Alioune Tine, fondateur d’AfricaJom Center et figure emblématique de la société civile sénégalaise, est monté au créneau après la convocation du journaliste et chroniqueur Bachir Fofana par la Division spéciale de la cybersécurité. Le journaliste est poursuivi pour diffusion de fausses nouvelles, à la suite de ses déclarations concernant un supposé achat de véhicules par l’Assemblée nationale.
Pour Alioune Tine, cette réaction judiciaire est excessive et va à l’encontre de l’esprit de la nouvelle dynamique démocratique que connaît le Sénégal depuis l’alternance politique. « Dans le contexte de la transition politique sénégalaise actuelle, où l’on observe une dynamique démocratique nouvelle avec une opinion publique plus exigeante, il n’est pas souhaité de judiciariser le débat politique », a-t-il déclaré.
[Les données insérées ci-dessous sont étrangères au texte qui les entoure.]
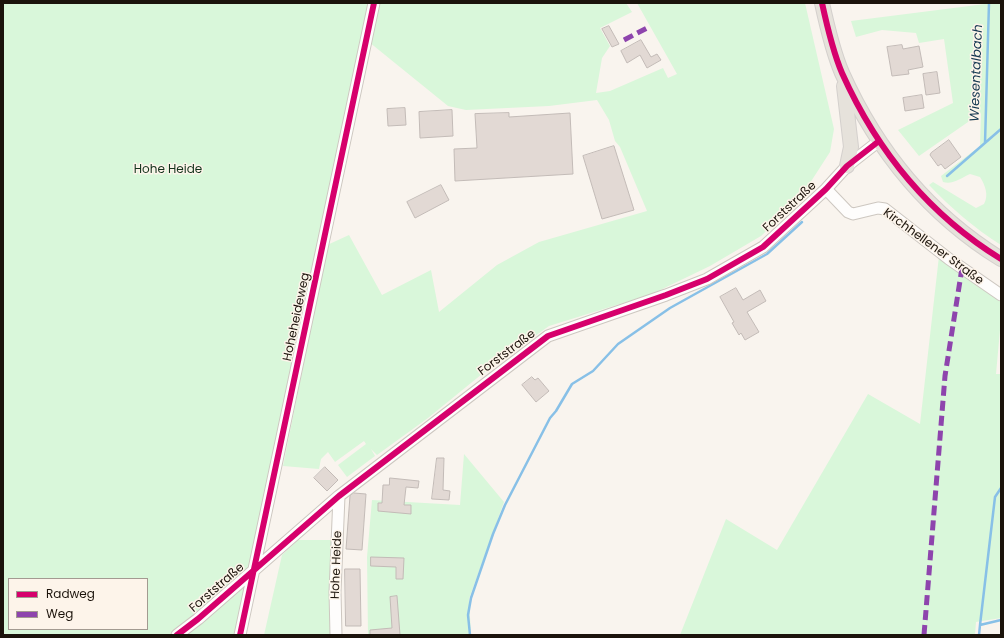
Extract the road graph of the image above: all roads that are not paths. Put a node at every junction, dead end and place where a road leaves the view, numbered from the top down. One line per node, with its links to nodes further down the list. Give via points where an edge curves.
1 (374, 3): 10 (street, Hoheheideweg)
2 (822, 3): 3 (main road)
3 (842, 72): 4 (main road, via 868,126); 5 (main road, via 851,147)
4 (879, 141): 5 (street, Forststraße); 7 (main road, via 911,185 939,213 980,246)
5 (847, 166): 6 (street, Forststraße)
6 (826, 189): 8 (street, Kirchhellener Straße, via 853,214 878,208 885,209 949,260); 9 (street, Forststraße, via 763,247 707,279 548,336)
7 (1001, 259)
8 (1001, 295)
9 (339, 496): 10 (street, Forststraße); 13 (street, Hohe Heide)
10 (255, 569): 11 (street, Forststraße); 12 (street, Hoheheideweg)
11 (177, 635)
12 (240, 635)
13 (336, 635)

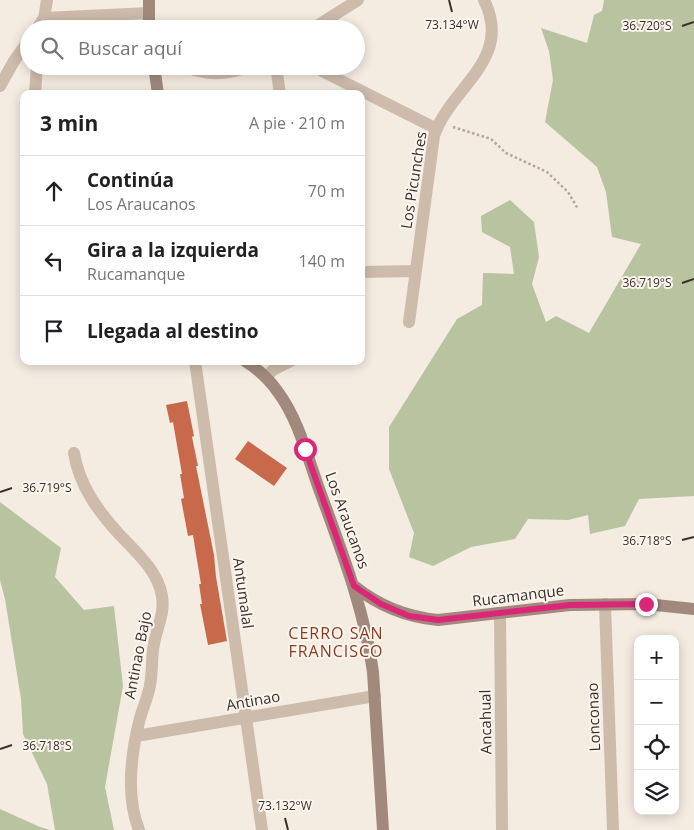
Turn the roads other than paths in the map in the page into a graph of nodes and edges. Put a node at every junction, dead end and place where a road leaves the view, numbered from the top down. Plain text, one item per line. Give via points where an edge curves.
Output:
1 (47, 0) edge
2 (358, 0) edge
3 (484, 0) edge
4 (149, 6) edge
5 (42, 20) edge
6 (69, 20) edge
7 (149, 20) edge
8 (326, 20) edge
9 (20, 53) edge
10 (36, 75) edge
11 (155, 75) edge
12 (277, 75) edge
13 (331, 75) edge
14 (0, 86) edge
15 (35, 90) edge
16 (157, 90) edge
17 (279, 90) edge
18 (362, 90) edge
19 (365, 91) edge
20 (438, 126) junction
21 (416, 271) junction
22 (365, 272) edge
23 (409, 322) dead end
24 (196, 365) edge
25 (250, 365) edge
26 (282, 365) edge
27 (266, 377) junction
28 (74, 453) dead end
29 (354, 586) junction
30 (605, 604) junction
31 (694, 609) edge
32 (500, 614) junction
33 (375, 696) junction
34 (246, 717) junction
35 (136, 736) junction
36 (139, 830) edge
37 (262, 830) edge
38 (382, 830) edge
39 (502, 830) edge
40 (613, 830) edge

1 - 5 street
2 - 8 street
3 - 20 street, Los Picunches via 492,28 489,49 479,69
4 - 6 street
4 - 7 street
9 - 14 street
10 - 15 street
11 - 16 street
12 - 17 street
13 - 18 street
19 - 20 street
20 - 21 street, Los Picunches
21 - 22 street
21 - 23 street, Los Picunches
24 - 34 street, Antumalal
25 - 27 street, Los Araucanos
26 - 27 street
27 - 29 street, Los Araucanos via 279,393 296,427
28 - 35 street, Antinao Bajo via 78,472 92,501 147,565 161,590 162,616 152,652 150,687
29 - 32 street, Rucamanque via 381,604 424,619 449,620
29 - 33 street, Los Araucanos via 368,640
30 - 31 street, Rucamanque
30 - 32 street, Rucamanque
30 - 40 street, Lonconao
32 - 39 street, Ancahual
33 - 34 street, Antinao
33 - 38 street, Los Araucanos
34 - 35 street, Antinao
34 - 37 street, Antumalal
35 - 36 street, Antinao Bajo via 132,787 134,816

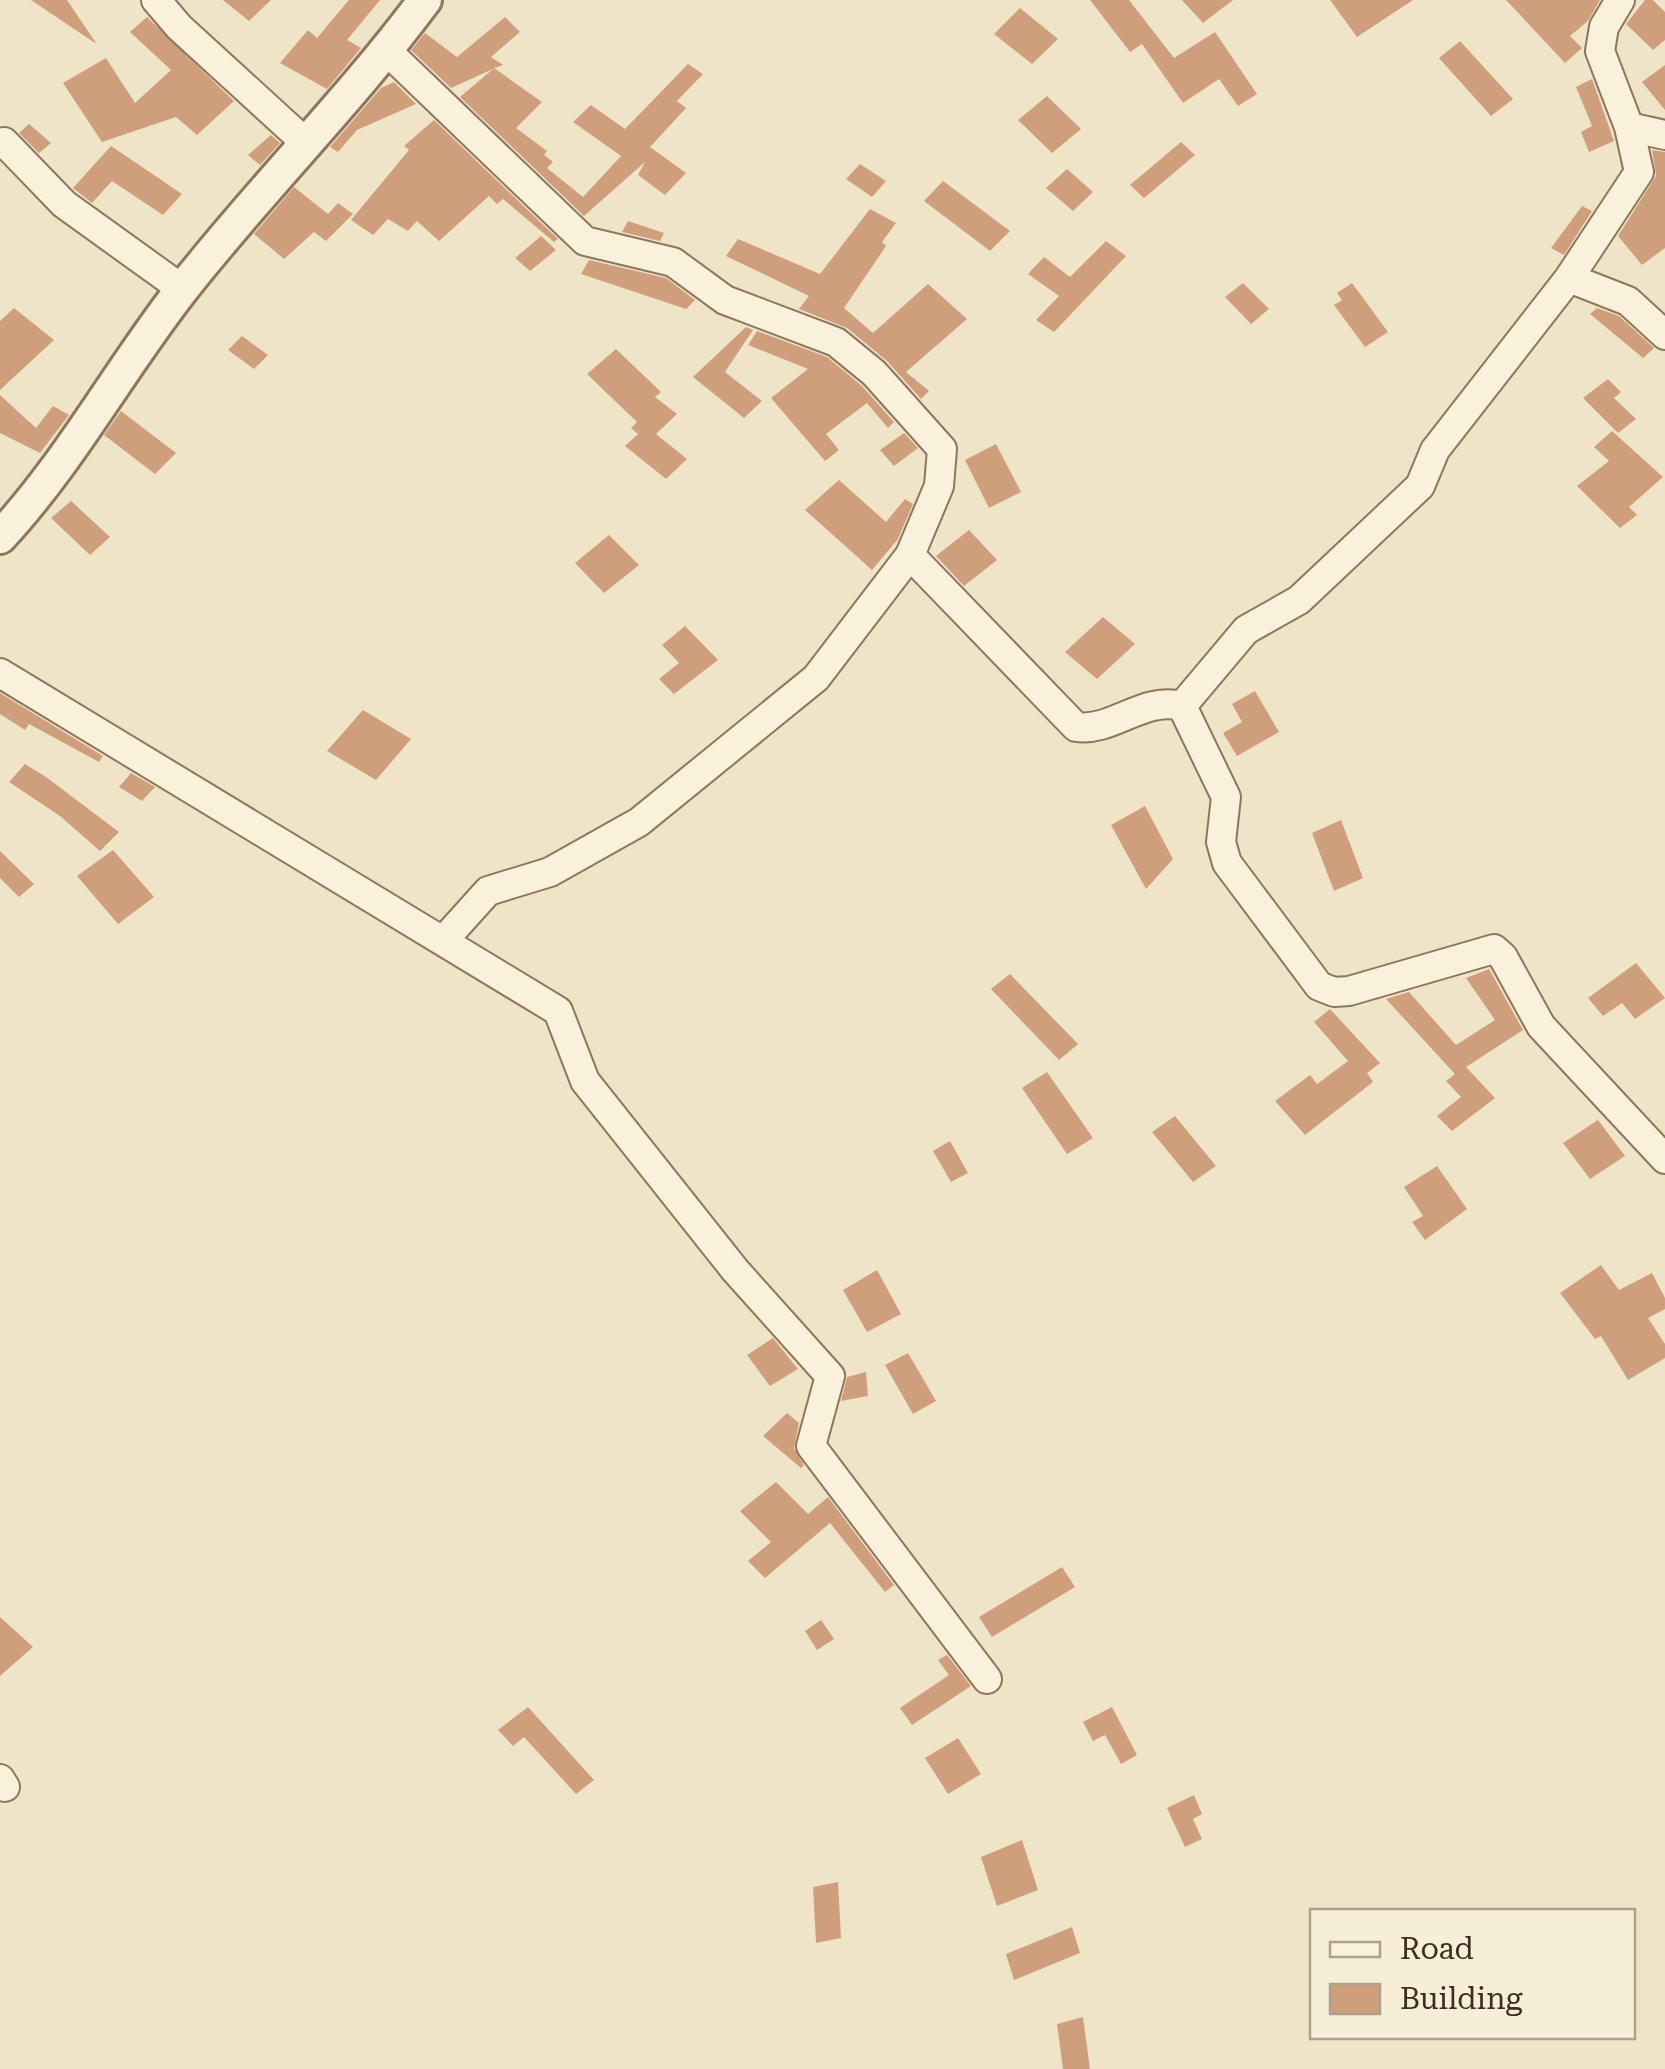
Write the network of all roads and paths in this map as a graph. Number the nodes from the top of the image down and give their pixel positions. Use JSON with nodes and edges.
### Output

L’ancien directeur régional d’Amnesty International estime qu’un simple démenti, bien construit et transparent, aurait suffi à calmer les inquiétudes et à restaurer la confiance. « Le président de l’Assemblée nationale El Malick Ndiaye pourrait saisir ses conseillers en communication et ses conseillers juridiques pour faire un démenti, en donnant toutes les informations utiles susceptibles d’édifier l’opinion sur la transparence de sa gestion, et à la limite accompagnée d’une mise en garde ferme. Ça suffit largement », a-t-il souligné.
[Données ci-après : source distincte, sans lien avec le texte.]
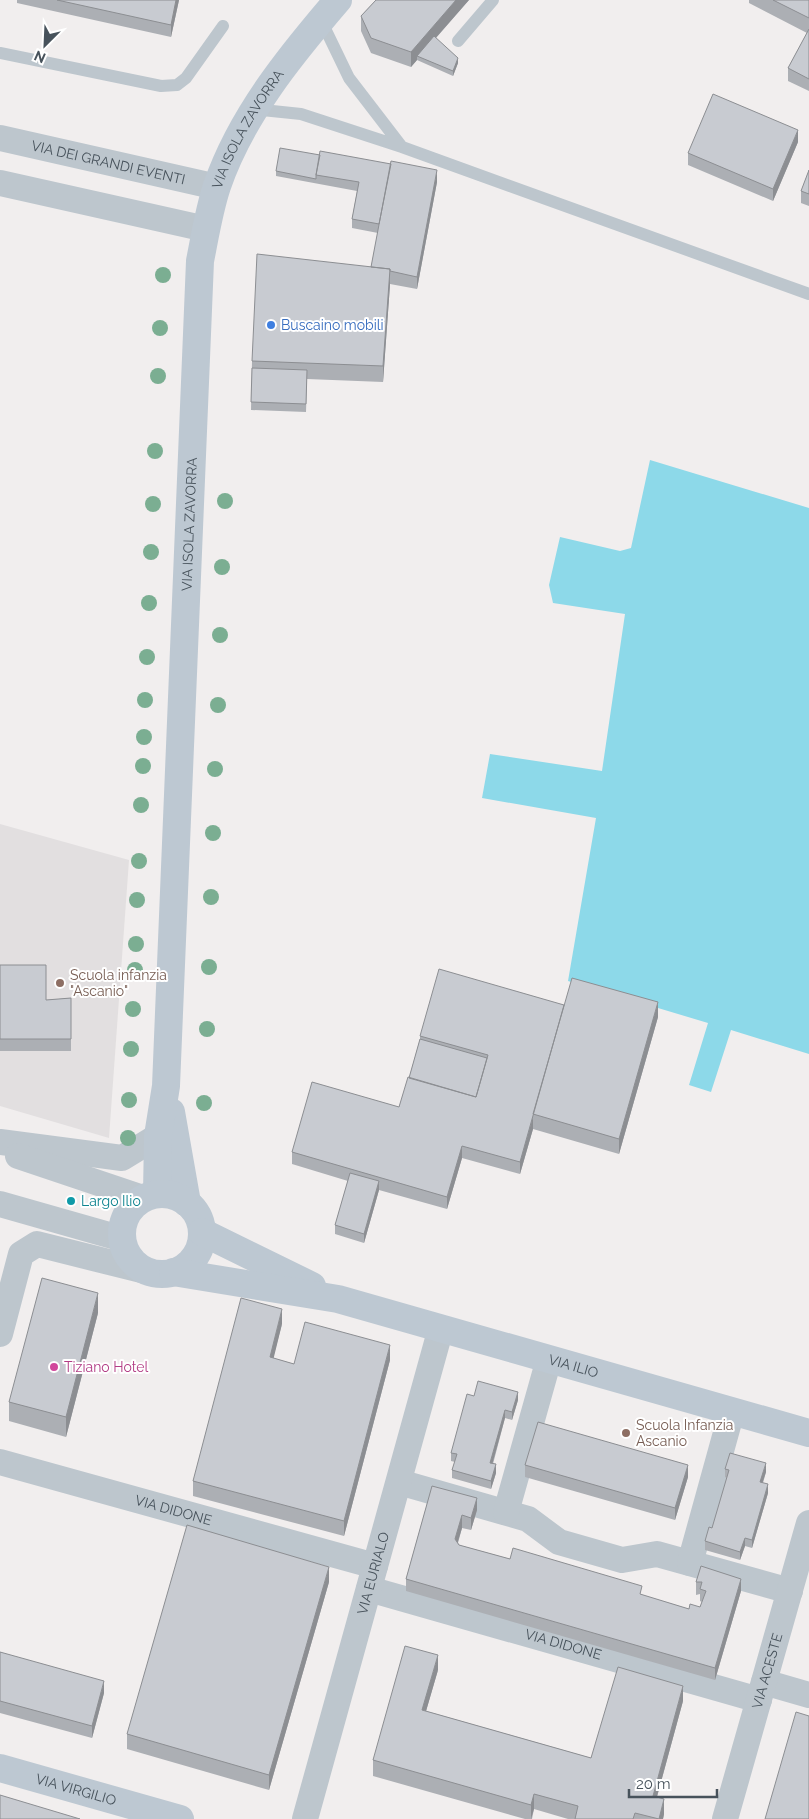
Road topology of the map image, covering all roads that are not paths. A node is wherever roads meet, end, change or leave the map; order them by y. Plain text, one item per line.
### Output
1 (493, 0) edge
2 (329, 10) edge
3 (222, 26) dead end
4 (458, 40) dead end
5 (0, 52) edge
6 (253, 109) junction
7 (0, 138) edge
8 (402, 147) junction
9 (0, 184) edge
10 (217, 187) junction
11 (206, 229) junction
12 (809, 294) edge
13 (166, 1086) junction
14 (158, 1136) junction
15 (0, 1142) edge
16 (0, 1150) edge
17 (150, 1196) junction
18 (187, 1203) junction
19 (0, 1204) edge
20 (202, 1232) junction
21 (123, 1239) junction
22 (161, 1272) junction
23 (338, 1299) junction
24 (441, 1328) junction
25 (0, 1334) edge
26 (549, 1359) junction
27 (732, 1411) junction
28 (809, 1433) edge
29 (0, 1462) edge
30 (399, 1482) junction
31 (506, 1512) junction
32 (809, 1523) edge
33 (690, 1563) junction
34 (372, 1578) junction
35 (790, 1591) junction
36 (761, 1691) junction
37 (809, 1695) edge
38 (0, 1768) edge
39 (180, 1819) edge
40 (305, 1819) edge
41 (725, 1819) edge

1 - 4 lane
2 - 6 main road, VIA ISOLA ZAVORRA
2 - 8 lane
3 - 5 lane
6 - 8 lane
6 - 10 main road, VIA ISOLA ZAVORRA
7 - 10 street, VIA DEI GRANDI EVENTI
8 - 12 lane
9 - 11 street
10 - 11 main road, VIA ISOLA ZAVORRA
11 - 13 main road, VIA ISOLA ZAVORRA
13 - 14 main road, VIA ISOLA ZAVORRA
13 - 18 main road, VIA ISOLA ZAVORRA
14 - 15 street
14 - 17 main road, VIA ISOLA ZAVORRA
16 - 17 street
17 - 18 main road
17 - 21 main road
18 - 20 main road
19 - 21 street
20 - 22 main road
20 - 23 main road, VIA ILIO
21 - 22 main road
22 - 23 main road, VIA ILIO
22 - 25 street
23 - 24 main road, VIA ILIO
24 - 26 main road, VIA ILIO
24 - 30 street, VIA EURIALO
26 - 27 main road, VIA ILIO
26 - 31 street
27 - 28 main road, VIA ILIO
27 - 33 street
29 - 34 street, VIA DIDONE
30 - 31 street
30 - 34 street, VIA EURIALO
31 - 33 street
32 - 35 street, VIA ACESTE
33 - 35 street
34 - 36 street, VIA DIDONE
34 - 40 street, VIA EURIALO
35 - 36 street, VIA ACESTE
36 - 37 street, VIA DIDONE
36 - 41 street, VIA ACESTE
38 - 39 main road, VIA VIRGILIO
Alioune Tine appelle ainsi à privilégier la voie du dialogue et de la transparence dans la gestion des controverses publiques, plutôt que celle des poursuites judiciaires contre des journalistes. Il rappelle que la démocratie ne se consolide pas dans la répression, mais dans la capacité des institutions à faire face à la critique de manière responsable.